**Records provided**
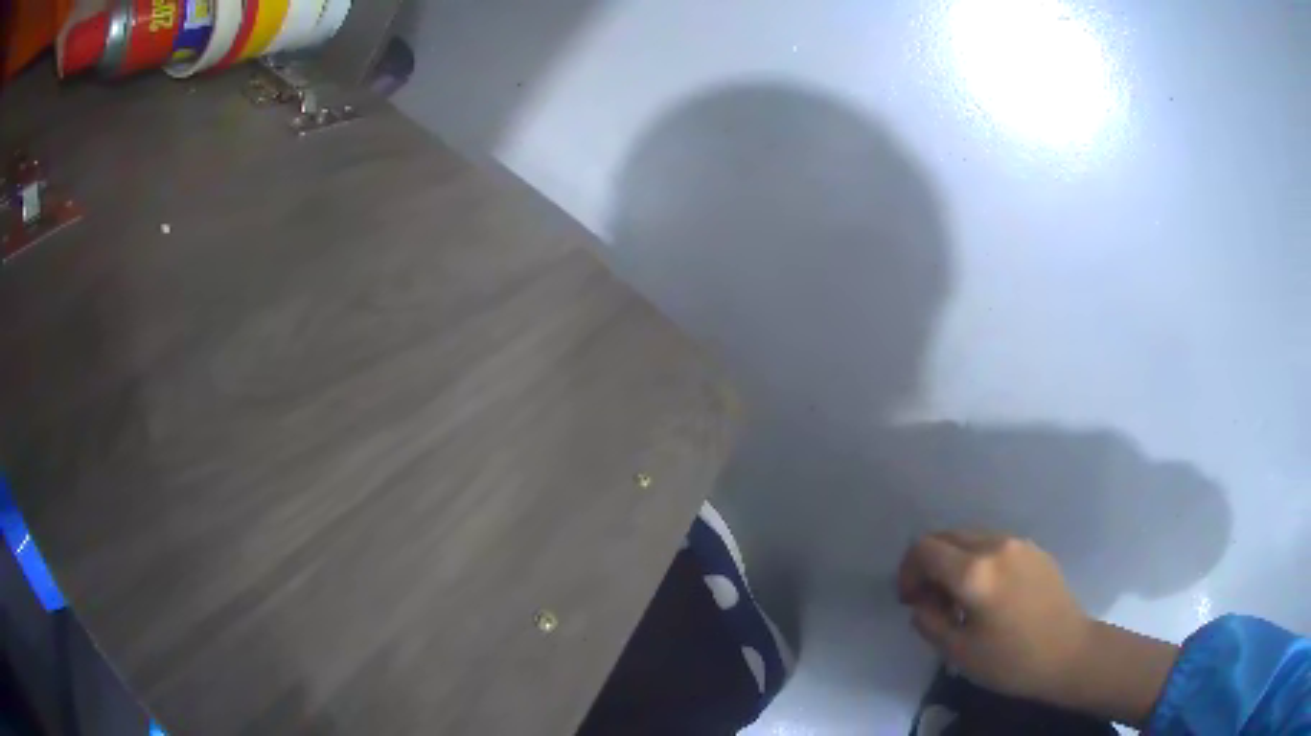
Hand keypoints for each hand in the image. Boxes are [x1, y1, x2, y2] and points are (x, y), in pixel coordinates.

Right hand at [896, 530, 1093, 703]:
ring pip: (971, 538)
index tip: (910, 600)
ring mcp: (1018, 543)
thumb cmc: (1010, 660)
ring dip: (954, 561)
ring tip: (959, 599)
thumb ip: (929, 621)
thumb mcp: (958, 652)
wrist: (1068, 652)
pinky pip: (994, 544)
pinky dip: (978, 561)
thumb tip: (921, 603)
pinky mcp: (1034, 549)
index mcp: (974, 572)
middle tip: (929, 600)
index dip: (908, 571)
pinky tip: (988, 594)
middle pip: (947, 536)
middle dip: (929, 563)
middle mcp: (995, 545)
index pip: (925, 549)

**Brief**
Copy out all lines from the material above that contain the string "thumb".

**Solution for this exercise**
thumb cmc: (1010, 660)
thumb ip: (929, 621)
thumb mcp: (958, 652)
thumb tip: (921, 603)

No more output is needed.